THE COURT: Okay. Just while this one situation is in my mind, I know the law says that you're not supposed to think of excuses for the prosecutor, but back on this issue of trying to understand what Mr. J. was saying, when I looked at that transcript, it wasn't so much that I couldn't hear what his words were - and the word I was looking for was syntax. When you read the transcript, it's hard to understand what he was saying.
But that's just about it as far as explanation as to some of the things. Like when [the prosecutor] was making her arguments yesterday, I suspected that she was right, but I couldn't really recall what was said, and that's why I had the transcript typed up.
So you can say, "Well, Judge, you should have stopped him and told him to speak up." But that wasn't the point that he wasn't speaking up. I just had trouble understanding him.
(Augmented RT 284.)
The trial court summarized the law in the area and then made the following findings:
Number one, [the prosecutor] was concerned about three misspellings on his questionnaire. This is the type of thing that does not go unnoticed by the attorneys on either side of the counsel table, and generally is looked upon as a negative factor in the equation. Whether or not this shortcoming can be characterized as relatively minor, there can be no doubt it is a legitimate concern.
This Court is not required then to perform a comparative analysis of the other jurors' questionnaires to determine how many of them have misspellings and whether the jurors that she excuses have or have not misspellings in their questionnaires. This does not note as a comparative analysis. In that regard it's not required.
This does not mean that the defense is precluded from making relevant arguments in that regard.
The prosecutor has stated that from her perspective, she has misgivings about Mr. J.'s background in psychology, because if the defense were to produce an expert in the area of eyewitness identification, that expert's background normally is based, to a large extent, upon psychology, which, in her opinion, then would appeal more to a person with a similar type background, such as Mr. J.

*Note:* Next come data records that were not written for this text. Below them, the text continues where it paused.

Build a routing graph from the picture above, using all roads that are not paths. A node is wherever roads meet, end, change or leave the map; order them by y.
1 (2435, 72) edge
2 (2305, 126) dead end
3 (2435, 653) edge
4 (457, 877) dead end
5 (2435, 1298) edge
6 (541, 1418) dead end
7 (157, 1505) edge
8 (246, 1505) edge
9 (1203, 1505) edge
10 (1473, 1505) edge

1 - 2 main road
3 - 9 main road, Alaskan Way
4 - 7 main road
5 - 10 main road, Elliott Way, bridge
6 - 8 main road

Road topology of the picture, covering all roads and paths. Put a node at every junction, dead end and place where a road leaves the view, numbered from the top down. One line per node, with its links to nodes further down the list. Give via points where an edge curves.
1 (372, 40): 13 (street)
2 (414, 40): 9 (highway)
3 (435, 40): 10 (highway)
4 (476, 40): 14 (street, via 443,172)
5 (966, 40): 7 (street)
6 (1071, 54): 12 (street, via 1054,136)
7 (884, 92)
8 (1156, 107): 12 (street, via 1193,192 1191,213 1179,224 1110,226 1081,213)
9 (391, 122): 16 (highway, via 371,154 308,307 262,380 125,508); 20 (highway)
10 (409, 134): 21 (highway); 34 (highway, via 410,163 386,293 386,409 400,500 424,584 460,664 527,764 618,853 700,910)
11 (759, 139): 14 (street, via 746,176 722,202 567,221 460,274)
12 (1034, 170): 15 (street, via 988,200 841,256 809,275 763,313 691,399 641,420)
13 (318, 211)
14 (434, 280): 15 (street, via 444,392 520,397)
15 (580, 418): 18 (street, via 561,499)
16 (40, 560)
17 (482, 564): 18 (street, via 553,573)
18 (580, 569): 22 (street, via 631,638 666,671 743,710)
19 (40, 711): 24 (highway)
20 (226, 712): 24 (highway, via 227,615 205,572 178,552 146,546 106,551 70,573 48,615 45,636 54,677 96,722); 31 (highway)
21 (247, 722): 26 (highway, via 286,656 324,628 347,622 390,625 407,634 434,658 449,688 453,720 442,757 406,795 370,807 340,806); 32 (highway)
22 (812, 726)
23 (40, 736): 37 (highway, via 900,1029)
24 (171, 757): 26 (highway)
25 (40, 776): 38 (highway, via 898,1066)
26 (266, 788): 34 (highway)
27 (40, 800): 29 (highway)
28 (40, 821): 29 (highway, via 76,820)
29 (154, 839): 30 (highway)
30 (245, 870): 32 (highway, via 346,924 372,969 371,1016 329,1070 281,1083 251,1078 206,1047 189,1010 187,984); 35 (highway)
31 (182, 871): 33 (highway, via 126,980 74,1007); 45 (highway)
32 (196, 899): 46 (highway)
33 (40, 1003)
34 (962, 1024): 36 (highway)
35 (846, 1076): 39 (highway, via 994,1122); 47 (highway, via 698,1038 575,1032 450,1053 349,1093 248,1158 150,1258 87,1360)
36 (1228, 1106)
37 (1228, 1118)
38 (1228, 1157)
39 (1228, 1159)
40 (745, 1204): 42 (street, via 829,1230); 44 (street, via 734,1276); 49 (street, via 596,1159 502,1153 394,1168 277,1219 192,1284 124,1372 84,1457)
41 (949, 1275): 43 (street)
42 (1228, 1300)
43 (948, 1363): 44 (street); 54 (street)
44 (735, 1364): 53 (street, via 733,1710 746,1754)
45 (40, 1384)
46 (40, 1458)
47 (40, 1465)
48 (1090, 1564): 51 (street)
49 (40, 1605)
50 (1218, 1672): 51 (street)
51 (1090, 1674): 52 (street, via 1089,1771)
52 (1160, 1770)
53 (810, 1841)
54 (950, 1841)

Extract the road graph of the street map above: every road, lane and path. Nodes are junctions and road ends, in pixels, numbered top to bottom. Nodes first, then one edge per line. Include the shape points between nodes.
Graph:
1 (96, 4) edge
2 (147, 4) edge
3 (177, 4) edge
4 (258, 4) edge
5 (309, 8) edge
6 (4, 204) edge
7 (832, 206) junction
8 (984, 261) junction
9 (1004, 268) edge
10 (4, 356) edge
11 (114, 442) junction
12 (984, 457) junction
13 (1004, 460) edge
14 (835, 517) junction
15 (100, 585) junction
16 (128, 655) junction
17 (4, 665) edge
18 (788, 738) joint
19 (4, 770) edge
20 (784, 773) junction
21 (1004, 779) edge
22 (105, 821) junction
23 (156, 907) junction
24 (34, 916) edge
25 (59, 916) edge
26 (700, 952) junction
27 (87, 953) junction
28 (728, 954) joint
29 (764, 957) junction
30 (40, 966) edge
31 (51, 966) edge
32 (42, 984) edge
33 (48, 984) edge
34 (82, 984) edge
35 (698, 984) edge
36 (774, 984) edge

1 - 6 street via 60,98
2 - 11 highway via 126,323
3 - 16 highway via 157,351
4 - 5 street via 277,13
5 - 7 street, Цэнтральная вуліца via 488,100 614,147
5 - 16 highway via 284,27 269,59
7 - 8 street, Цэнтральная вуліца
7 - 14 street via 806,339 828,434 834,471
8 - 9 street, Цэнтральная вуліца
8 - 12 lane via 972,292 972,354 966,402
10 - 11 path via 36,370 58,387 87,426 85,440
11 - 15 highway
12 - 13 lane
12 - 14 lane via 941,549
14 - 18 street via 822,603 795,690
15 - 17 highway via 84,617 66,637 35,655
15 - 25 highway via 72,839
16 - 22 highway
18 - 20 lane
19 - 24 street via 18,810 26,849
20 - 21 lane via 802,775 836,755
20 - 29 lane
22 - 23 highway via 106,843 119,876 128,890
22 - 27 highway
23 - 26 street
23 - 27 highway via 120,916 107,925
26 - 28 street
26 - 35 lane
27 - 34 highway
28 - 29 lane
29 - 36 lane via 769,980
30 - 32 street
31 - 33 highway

There's nothing inherently or patently disingenuous about her explanation in this regard.
[The prosecutor] mentions and is concerned that Mr. J. is very interested and involved in helping the homeless and volunteers his time to help them. Commendable as that is, this prosecutor's concerned this activity evinces a liberal mind-set, which, in her opinion, does not make a good juror for the prosecution.
Again, this Court finds that this is a legitimate reason for the exercise of the challenge, and is not a sham or pretext to cover a desire to deprive the defendant of the equal protection of the law.
Regarding the juror's experience on two court-martials while in the military, the prosecutor felt that, even though he wasn't the one being prosecuted, that he had concerns about --arguably about the fairness of the military court-martial process.
In this regard I did have the transcript prepared. It's somewhat difficult to discern from the cold transcript what Mr. J.'s concerns were, but it seems like he was stating that, in effect, that the military situation is not -- seemed not as fair as what we have here. And again, from the prosecutor's perspective, she indicated that she's concerned that this is a juror who might be inclined to judge the evidence emotionally rather than objectively.
There's nothing inherently suspect about the prosecutor's reasoning. Some might disagree with her conclusions, but the court finds they are genuine and not contrived.
Accordingly, the court finds that the defense has failed to establish or satisfy their burden of proof that the prosecutor impermissibly excused Mr. J. for reasons prohibited by the prescriptions of Wheeler/Batson and their progeny. So the defense motion to dismiss the venire is denied. (Augmented RT 288-90.)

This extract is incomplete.